● **ABOUT THIS EXERCISE**: Only an exact repetition of every entry counts as the answer.

(Items from a data source)
-- Opening Marker --
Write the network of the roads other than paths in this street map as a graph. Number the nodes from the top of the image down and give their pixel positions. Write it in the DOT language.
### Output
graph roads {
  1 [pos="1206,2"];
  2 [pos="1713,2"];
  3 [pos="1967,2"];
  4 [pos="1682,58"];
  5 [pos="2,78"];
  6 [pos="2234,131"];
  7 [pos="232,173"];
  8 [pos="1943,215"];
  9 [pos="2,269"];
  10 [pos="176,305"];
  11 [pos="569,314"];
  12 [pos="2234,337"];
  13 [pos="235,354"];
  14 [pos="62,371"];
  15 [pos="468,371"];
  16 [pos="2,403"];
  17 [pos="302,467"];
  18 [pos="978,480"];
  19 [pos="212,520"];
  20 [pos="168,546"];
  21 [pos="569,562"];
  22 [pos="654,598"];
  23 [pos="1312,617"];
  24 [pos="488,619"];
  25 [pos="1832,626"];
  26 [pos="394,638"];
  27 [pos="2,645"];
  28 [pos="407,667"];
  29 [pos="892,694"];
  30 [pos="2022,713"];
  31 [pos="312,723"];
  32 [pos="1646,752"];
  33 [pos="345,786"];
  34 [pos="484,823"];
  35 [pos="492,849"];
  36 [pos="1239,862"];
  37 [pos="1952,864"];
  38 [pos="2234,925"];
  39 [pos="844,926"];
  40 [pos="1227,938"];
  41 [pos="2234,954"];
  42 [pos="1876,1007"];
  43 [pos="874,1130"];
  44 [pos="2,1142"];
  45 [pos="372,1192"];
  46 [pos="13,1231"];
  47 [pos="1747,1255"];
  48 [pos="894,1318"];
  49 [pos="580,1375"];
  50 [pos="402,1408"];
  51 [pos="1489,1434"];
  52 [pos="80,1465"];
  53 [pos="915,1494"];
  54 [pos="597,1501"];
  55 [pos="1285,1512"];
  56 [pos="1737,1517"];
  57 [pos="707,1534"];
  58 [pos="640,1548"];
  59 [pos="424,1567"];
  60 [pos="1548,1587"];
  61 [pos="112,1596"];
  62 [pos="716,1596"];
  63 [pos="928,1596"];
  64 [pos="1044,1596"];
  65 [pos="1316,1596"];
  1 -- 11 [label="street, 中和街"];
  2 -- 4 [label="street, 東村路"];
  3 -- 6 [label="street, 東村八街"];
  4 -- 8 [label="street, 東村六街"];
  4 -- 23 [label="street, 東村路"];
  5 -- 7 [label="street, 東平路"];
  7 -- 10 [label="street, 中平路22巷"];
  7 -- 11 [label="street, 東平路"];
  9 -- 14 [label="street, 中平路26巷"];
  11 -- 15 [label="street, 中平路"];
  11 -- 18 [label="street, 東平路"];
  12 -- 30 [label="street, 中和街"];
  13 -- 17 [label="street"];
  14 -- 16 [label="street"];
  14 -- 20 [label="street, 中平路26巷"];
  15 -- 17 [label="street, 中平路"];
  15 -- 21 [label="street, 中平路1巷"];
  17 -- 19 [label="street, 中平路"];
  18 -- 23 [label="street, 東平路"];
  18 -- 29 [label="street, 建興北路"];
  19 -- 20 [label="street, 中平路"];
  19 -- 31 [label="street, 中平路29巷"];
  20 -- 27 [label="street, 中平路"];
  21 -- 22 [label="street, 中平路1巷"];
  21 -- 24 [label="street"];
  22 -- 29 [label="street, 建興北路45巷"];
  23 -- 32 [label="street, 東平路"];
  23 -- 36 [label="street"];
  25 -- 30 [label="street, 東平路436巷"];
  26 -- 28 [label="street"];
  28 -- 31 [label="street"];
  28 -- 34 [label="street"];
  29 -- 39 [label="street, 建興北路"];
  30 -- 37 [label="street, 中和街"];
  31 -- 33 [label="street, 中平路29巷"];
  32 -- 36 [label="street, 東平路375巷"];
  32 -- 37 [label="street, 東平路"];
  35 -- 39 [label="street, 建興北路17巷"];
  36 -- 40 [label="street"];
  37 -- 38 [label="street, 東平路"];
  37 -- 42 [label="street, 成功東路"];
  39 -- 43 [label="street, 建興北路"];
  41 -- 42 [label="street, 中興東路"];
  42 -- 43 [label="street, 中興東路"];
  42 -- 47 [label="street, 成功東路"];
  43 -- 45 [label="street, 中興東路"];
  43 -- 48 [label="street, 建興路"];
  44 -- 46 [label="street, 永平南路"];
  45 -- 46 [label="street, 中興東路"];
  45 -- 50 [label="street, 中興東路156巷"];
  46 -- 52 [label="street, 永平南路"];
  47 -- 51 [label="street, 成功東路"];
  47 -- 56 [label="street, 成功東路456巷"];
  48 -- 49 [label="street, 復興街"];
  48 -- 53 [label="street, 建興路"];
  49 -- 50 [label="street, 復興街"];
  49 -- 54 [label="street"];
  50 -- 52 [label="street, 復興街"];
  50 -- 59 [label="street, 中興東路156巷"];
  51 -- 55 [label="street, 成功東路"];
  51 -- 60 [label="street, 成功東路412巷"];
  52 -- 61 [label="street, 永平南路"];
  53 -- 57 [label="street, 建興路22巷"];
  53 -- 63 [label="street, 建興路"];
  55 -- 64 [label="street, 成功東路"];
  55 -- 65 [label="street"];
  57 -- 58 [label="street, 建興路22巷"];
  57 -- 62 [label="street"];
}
-- Closing Marker --
● **RESPONSE TO THE TASK**:
Write the network of the roads other than paths in this street map as a graph. Number the nodes from the top of the image down and give their pixel positions. Write it in the DOT language.
### Output
graph roads {
  1 [pos="1206,2"];
  2 [pos="1713,2"];
  3 [pos="1967,2"];
  4 [pos="1682,58"];
  5 [pos="2,78"];
  6 [pos="2234,131"];
  7 [pos="232,173"];
  8 [pos="1943,215"];
  9 [pos="2,269"];
  10 [pos="176,305"];
  11 [pos="569,314"];
  12 [pos="2234,337"];
  13 [pos="235,354"];
  14 [pos="62,371"];
  15 [pos="468,371"];
  16 [pos="2,403"];
  17 [pos="302,467"];
  18 [pos="978,480"];
  19 [pos="212,520"];
  20 [pos="168,546"];
  21 [pos="569,562"];
  22 [pos="654,598"];
  23 [pos="1312,617"];
  24 [pos="488,619"];
  25 [pos="1832,626"];
  26 [pos="394,638"];
  27 [pos="2,645"];
  28 [pos="407,667"];
  29 [pos="892,694"];
  30 [pos="2022,713"];
  31 [pos="312,723"];
  32 [pos="1646,752"];
  33 [pos="345,786"];
  34 [pos="484,823"];
  35 [pos="492,849"];
  36 [pos="1239,862"];
  37 [pos="1952,864"];
  38 [pos="2234,925"];
  39 [pos="844,926"];
  40 [pos="1227,938"];
  41 [pos="2234,954"];
  42 [pos="1876,1007"];
  43 [pos="874,1130"];
  44 [pos="2,1142"];
  45 [pos="372,1192"];
  46 [pos="13,1231"];
  47 [pos="1747,1255"];
  48 [pos="894,1318"];
  49 [pos="580,1375"];
  50 [pos="402,1408"];
  51 [pos="1489,1434"];
  52 [pos="80,1465"];
  53 [pos="915,1494"];
  54 [pos="597,1501"];
  55 [pos="1285,1512"];
  56 [pos="1737,1517"];
  57 [pos="707,1534"];
  58 [pos="640,1548"];
  59 [pos="424,1567"];
  60 [pos="1548,1587"];
  61 [pos="112,1596"];
  62 [pos="716,1596"];
  63 [pos="928,1596"];
  64 [pos="1044,1596"];
  65 [pos="1316,1596"];
  1 -- 11 [label="street, 中和街"];
  2 -- 4 [label="street, 東村路"];
  3 -- 6 [label="street, 東村八街"];
  4 -- 8 [label="street, 東村六街"];
  4 -- 23 [label="street, 東村路"];
  5 -- 7 [label="street, 東平路"];
  7 -- 10 [label="street, 中平路22巷"];
  7 -- 11 [label="street, 東平路"];
  9 -- 14 [label="street, 中平路26巷"];
  11 -- 15 [label="street, 中平路"];
  11 -- 18 [label="street, 東平路"];
  12 -- 30 [label="street, 中和街"];
  13 -- 17 [label="street"];
  14 -- 16 [label="street"];
  14 -- 20 [label="street, 中平路26巷"];
  15 -- 17 [label="street, 中平路"];
  15 -- 21 [label="street, 中平路1巷"];
  17 -- 19 [label="street, 中平路"];
  18 -- 23 [label="street, 東平路"];
  18 -- 29 [label="street, 建興北路"];
  19 -- 20 [label="street, 中平路"];
  19 -- 31 [label="street, 中平路29巷"];
  20 -- 27 [label="street, 中平路"];
  21 -- 22 [label="street, 中平路1巷"];
  21 -- 24 [label="street"];
  22 -- 29 [label="street, 建興北路45巷"];
  23 -- 32 [label="street, 東平路"];
  23 -- 36 [label="street"];
  25 -- 30 [label="street, 東平路436巷"];
  26 -- 28 [label="street"];
  28 -- 31 [label="street"];
  28 -- 34 [label="street"];
  29 -- 39 [label="street, 建興北路"];
  30 -- 37 [label="street, 中和街"];
  31 -- 33 [label="street, 中平路29巷"];
  32 -- 36 [label="street, 東平路375巷"];
  32 -- 37 [label="street, 東平路"];
  35 -- 39 [label="street, 建興北路17巷"];
  36 -- 40 [label="street"];
  37 -- 38 [label="street, 東平路"];
  37 -- 42 [label="street, 成功東路"];
  39 -- 43 [label="street, 建興北路"];
  41 -- 42 [label="street, 中興東路"];
  42 -- 43 [label="street, 中興東路"];
  42 -- 47 [label="street, 成功東路"];
  43 -- 45 [label="street, 中興東路"];
  43 -- 48 [label="street, 建興路"];
  44 -- 46 [label="street, 永平南路"];
  45 -- 46 [label="street, 中興東路"];
  45 -- 50 [label="street, 中興東路156巷"];
  46 -- 52 [label="street, 永平南路"];
  47 -- 51 [label="street, 成功東路"];
  47 -- 56 [label="street, 成功東路456巷"];
  48 -- 49 [label="street, 復興街"];
  48 -- 53 [label="street, 建興路"];
  49 -- 50 [label="street, 復興街"];
  49 -- 54 [label="street"];
  50 -- 52 [label="street, 復興街"];
  50 -- 59 [label="street, 中興東路156巷"];
  51 -- 55 [label="street, 成功東路"];
  51 -- 60 [label="street, 成功東路412巷"];
  52 -- 61 [label="street, 永平南路"];
  53 -- 57 [label="street, 建興路22巷"];
  53 -- 63 [label="street, 建興路"];
  55 -- 64 [label="street, 成功東路"];
  55 -- 65 [label="street"];
  57 -- 58 [label="street, 建興路22巷"];
  57 -- 62 [label="street"];
}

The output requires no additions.